News Update :

96 People killed in a suicide blast in Yemen: nurses

Monday, May 21, 2012

 A Yemeni soldier packing high explosives under his uniform blew himself up amid an army battalion in Sanaa Monday, killing 96 soldiers and wounding about 300, a military official and doctors.

The suicide attack was the deadliest in the capital since the newly elected President Abdrabuh Mansur Hadi pledged to oust al Qaeda from Yemen's most lawless and restive southern and eastern provinces.

"There are at least 50 dead and the toll could rise," the official said, speaking on condition of anonymity, adding that all the victims were soldiers.

So far, nobody has claimed responsibility for the blast, which witnesses said was heard throughout the city, causing panic among residents.

The bomber detonated his explosives identified as soldiers in government forces security center, commanded by a nephew of former President Ali Abdullah Saleh reiterated during a military parade to mark the 22nd anniversary of the Unification of North and South Yemen, the official said.

Yemen Defence Minister Mohammed Nasser Ahmed, was present at the time of the explosion but escaped unharmed, the official added.

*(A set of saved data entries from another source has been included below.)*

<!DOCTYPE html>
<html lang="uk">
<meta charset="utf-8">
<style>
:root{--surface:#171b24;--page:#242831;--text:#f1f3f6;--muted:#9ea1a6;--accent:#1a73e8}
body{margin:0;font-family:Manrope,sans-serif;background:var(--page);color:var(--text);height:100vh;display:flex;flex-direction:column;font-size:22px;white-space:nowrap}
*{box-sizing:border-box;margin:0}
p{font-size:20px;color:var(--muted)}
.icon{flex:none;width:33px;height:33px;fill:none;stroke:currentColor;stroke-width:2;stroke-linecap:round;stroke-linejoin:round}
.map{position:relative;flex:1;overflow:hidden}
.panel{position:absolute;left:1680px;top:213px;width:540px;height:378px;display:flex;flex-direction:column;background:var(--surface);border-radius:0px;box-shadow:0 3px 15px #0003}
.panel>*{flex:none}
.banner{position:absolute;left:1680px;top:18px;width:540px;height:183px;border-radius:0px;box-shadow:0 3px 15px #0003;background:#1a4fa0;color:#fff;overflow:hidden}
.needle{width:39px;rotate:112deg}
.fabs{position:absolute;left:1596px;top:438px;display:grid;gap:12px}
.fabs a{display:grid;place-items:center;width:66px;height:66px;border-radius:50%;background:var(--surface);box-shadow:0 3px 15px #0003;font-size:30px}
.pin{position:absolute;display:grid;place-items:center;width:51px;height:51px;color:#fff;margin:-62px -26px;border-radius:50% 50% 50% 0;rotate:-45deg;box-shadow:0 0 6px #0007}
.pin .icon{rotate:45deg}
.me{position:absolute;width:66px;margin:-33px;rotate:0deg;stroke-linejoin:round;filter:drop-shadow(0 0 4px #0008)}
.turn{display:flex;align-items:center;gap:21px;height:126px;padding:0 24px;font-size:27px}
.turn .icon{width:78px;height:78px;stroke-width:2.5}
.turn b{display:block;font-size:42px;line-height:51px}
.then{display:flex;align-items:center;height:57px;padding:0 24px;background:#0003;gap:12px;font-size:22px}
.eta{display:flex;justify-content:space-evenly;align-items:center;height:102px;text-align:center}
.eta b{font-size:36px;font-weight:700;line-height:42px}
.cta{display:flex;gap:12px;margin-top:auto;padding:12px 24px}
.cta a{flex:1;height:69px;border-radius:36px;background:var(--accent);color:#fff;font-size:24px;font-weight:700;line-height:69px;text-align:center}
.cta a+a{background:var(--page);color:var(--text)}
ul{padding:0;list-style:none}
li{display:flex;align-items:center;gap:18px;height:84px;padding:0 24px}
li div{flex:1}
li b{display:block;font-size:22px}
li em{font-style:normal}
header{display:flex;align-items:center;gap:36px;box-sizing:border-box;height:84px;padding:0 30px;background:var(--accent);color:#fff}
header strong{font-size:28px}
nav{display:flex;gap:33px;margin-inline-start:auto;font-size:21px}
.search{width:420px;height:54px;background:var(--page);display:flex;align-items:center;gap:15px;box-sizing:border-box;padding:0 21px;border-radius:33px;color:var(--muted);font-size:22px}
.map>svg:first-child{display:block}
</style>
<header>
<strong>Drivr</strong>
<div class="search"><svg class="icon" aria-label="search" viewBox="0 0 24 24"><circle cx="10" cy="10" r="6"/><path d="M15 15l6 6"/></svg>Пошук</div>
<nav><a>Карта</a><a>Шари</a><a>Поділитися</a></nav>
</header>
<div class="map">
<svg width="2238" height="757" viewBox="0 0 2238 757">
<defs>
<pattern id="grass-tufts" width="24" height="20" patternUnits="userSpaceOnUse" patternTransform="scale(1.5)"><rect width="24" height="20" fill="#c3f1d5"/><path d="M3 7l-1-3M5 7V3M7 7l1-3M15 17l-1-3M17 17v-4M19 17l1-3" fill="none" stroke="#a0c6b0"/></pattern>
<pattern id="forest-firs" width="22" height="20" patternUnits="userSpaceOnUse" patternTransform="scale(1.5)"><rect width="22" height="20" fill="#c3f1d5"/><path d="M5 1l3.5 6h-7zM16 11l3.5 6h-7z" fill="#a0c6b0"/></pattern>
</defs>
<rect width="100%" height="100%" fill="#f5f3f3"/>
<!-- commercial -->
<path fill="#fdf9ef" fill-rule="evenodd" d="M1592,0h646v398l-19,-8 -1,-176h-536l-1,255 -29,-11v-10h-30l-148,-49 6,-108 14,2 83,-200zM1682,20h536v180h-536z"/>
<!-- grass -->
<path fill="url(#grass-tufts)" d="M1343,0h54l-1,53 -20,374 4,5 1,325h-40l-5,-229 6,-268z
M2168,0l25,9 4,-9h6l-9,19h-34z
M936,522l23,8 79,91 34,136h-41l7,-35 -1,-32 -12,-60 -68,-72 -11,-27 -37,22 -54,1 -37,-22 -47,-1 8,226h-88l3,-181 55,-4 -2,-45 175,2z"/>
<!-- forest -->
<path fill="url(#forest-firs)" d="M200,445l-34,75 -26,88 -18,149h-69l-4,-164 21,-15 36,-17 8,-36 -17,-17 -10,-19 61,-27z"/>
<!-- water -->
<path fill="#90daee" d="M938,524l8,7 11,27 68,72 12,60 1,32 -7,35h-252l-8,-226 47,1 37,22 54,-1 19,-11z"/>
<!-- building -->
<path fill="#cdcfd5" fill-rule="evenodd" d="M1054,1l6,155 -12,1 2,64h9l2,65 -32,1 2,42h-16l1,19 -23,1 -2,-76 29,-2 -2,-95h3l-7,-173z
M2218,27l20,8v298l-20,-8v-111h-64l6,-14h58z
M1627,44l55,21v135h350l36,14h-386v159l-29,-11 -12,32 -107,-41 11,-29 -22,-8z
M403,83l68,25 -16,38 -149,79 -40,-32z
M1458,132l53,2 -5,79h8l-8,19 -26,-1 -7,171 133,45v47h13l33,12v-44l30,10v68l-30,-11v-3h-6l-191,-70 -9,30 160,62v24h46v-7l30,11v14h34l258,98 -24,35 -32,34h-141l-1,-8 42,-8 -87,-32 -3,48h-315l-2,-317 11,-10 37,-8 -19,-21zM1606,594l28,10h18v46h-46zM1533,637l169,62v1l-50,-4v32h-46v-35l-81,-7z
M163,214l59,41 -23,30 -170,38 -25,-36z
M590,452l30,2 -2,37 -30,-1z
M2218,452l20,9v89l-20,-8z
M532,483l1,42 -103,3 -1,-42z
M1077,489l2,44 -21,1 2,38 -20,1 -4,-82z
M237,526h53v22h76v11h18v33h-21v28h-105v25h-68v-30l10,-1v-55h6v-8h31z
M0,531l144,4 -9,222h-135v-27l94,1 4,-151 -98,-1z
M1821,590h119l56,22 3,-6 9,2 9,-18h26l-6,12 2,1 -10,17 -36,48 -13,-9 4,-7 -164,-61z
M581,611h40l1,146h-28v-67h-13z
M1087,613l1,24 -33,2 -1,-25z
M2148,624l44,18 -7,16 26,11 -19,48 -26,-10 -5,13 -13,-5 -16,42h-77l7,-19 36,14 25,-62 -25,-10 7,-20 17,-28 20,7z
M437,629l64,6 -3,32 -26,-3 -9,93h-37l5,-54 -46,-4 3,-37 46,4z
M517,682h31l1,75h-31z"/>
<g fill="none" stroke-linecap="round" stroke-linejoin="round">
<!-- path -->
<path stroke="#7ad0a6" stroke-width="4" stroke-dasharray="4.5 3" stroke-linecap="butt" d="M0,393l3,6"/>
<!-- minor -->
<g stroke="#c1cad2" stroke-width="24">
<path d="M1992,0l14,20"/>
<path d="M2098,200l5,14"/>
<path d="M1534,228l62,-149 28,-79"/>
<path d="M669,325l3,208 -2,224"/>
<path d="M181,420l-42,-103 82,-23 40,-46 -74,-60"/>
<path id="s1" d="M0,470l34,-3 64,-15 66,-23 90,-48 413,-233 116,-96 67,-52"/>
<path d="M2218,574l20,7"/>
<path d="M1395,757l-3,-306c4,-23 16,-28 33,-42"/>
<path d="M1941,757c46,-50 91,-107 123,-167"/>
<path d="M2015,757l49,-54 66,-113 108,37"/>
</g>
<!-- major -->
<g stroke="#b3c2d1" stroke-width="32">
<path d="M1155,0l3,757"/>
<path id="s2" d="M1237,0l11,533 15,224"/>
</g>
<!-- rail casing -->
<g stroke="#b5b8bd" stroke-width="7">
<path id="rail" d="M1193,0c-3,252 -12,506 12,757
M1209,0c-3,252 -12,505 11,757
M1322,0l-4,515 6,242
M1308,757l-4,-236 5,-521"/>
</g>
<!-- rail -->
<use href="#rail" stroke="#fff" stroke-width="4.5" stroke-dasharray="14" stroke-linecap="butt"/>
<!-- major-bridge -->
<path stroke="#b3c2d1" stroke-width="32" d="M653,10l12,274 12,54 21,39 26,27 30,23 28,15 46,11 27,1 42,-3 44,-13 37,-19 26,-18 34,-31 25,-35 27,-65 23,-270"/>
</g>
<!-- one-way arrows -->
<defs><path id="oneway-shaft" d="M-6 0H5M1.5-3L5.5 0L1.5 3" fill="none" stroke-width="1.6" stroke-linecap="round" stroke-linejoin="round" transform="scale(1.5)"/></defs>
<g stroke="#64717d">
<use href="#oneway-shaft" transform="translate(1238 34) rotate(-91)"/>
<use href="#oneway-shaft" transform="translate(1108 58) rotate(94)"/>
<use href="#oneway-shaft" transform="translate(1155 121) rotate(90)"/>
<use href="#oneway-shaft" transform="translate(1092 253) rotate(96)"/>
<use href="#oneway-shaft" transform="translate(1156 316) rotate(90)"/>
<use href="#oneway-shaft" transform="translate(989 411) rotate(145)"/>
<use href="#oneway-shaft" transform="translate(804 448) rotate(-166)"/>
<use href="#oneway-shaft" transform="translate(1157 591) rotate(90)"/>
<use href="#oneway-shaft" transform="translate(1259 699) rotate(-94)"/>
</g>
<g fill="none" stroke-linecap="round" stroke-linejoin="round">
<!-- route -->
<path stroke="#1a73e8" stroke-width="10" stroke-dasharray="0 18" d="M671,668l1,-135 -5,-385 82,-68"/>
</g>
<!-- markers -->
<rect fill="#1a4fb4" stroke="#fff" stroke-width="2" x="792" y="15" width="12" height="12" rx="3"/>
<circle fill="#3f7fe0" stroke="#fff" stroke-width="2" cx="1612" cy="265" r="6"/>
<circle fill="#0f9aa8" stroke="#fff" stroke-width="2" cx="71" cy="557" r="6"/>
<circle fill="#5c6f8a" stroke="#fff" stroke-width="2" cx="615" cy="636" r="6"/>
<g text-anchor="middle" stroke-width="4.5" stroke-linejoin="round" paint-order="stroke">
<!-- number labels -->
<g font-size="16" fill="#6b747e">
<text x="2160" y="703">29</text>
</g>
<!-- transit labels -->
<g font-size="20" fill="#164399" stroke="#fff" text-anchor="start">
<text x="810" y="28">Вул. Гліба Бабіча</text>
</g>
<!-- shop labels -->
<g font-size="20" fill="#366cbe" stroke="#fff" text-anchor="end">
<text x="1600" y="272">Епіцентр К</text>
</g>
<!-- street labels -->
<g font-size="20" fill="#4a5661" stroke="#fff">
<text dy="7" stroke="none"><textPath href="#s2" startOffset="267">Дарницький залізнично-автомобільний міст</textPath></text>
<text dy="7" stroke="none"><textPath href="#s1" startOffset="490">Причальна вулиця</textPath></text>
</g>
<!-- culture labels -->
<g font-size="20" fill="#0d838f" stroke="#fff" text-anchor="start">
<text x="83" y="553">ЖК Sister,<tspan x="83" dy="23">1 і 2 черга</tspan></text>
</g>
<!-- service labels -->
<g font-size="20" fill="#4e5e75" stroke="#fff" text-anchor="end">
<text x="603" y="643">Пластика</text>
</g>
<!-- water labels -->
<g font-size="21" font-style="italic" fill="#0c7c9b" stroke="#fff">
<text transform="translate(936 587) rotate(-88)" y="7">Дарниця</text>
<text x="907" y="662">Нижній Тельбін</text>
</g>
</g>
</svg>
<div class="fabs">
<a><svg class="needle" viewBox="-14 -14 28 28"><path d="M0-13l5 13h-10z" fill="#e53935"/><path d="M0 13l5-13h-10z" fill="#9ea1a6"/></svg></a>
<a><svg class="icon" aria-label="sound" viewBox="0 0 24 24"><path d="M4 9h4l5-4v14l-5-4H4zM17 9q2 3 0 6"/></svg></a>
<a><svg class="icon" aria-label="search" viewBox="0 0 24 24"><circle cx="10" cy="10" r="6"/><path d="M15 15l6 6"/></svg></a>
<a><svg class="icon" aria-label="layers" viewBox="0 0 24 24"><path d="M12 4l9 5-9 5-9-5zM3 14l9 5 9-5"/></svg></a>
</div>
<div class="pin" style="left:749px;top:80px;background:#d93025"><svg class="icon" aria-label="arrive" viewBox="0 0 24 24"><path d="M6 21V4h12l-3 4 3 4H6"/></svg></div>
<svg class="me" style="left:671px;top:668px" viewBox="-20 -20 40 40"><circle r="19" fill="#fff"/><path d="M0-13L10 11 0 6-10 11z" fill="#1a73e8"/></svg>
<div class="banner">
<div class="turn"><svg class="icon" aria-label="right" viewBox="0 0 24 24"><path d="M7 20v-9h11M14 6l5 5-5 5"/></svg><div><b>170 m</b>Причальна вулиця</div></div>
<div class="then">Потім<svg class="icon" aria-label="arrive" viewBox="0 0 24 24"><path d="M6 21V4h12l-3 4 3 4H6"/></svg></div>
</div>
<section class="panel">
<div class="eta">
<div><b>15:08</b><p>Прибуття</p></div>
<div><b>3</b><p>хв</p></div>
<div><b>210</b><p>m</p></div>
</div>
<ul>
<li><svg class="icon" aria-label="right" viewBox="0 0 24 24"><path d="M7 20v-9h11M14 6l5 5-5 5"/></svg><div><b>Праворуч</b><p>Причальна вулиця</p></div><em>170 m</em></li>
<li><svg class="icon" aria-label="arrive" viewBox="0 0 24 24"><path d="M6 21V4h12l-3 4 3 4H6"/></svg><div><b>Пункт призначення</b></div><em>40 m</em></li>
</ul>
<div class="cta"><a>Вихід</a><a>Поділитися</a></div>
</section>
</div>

Witnesses said human remains were scattered across the site of the explosion to Sabeen Square Sanaa, the Yemeni government which is often large military parades.

An AFP correspondent dozens of ambulances rushed to evacuate the dead and wounded, security forces have cordoned off the area.

Monday's attack was the deadliest since Sanaa Hadi took office in February with a commitment to fight against the growing presence of al Qaeda in the county.

Hadi, who was elected in a vote only candidate as stipulated by the agreement of the Gulf-sponsored transition that forced the ouster of Saleh, was scheduled to give a speech at the military ceremony scheduled for Tuesday .

It remains unclear whether the parade will take place as planned.

The suicide attack is 10 days in a massive military offensive against al Qaeda in Yemen restive southern province of Abyan, where the jihadists took control of a string of towns and villages in attacks since May last year.

Since the offensive began, 213 people were killed, according to a statement drawn up by the AFP, including 147 fighters of Al Qaeda, 31 personnel, 18 local militiamen and 17 civilians.

The offensive followed days after the White House announced that a plot of Al Qaeda in the Arabian Peninsula (AQAP) to blow up a U.S. airliner was foiled.

One senior U.S. official told the New York Times that a bomb attack would have been sewn into "custom fit" underwear that would have been difficult to detect, even in a careful palpation at the airport.

He said an undercover officer spent weeks with AQAP before giving information to the U.S. to launch a drone attack, on May 6 that killed Fahd al-Quso, a senior official of the attack would 2000 of the USS Cole in Yemen.

Name Quso thought a list of the FBI's most wanted terrorists, with a reward of up to $ 5 million for information leading to his arrest.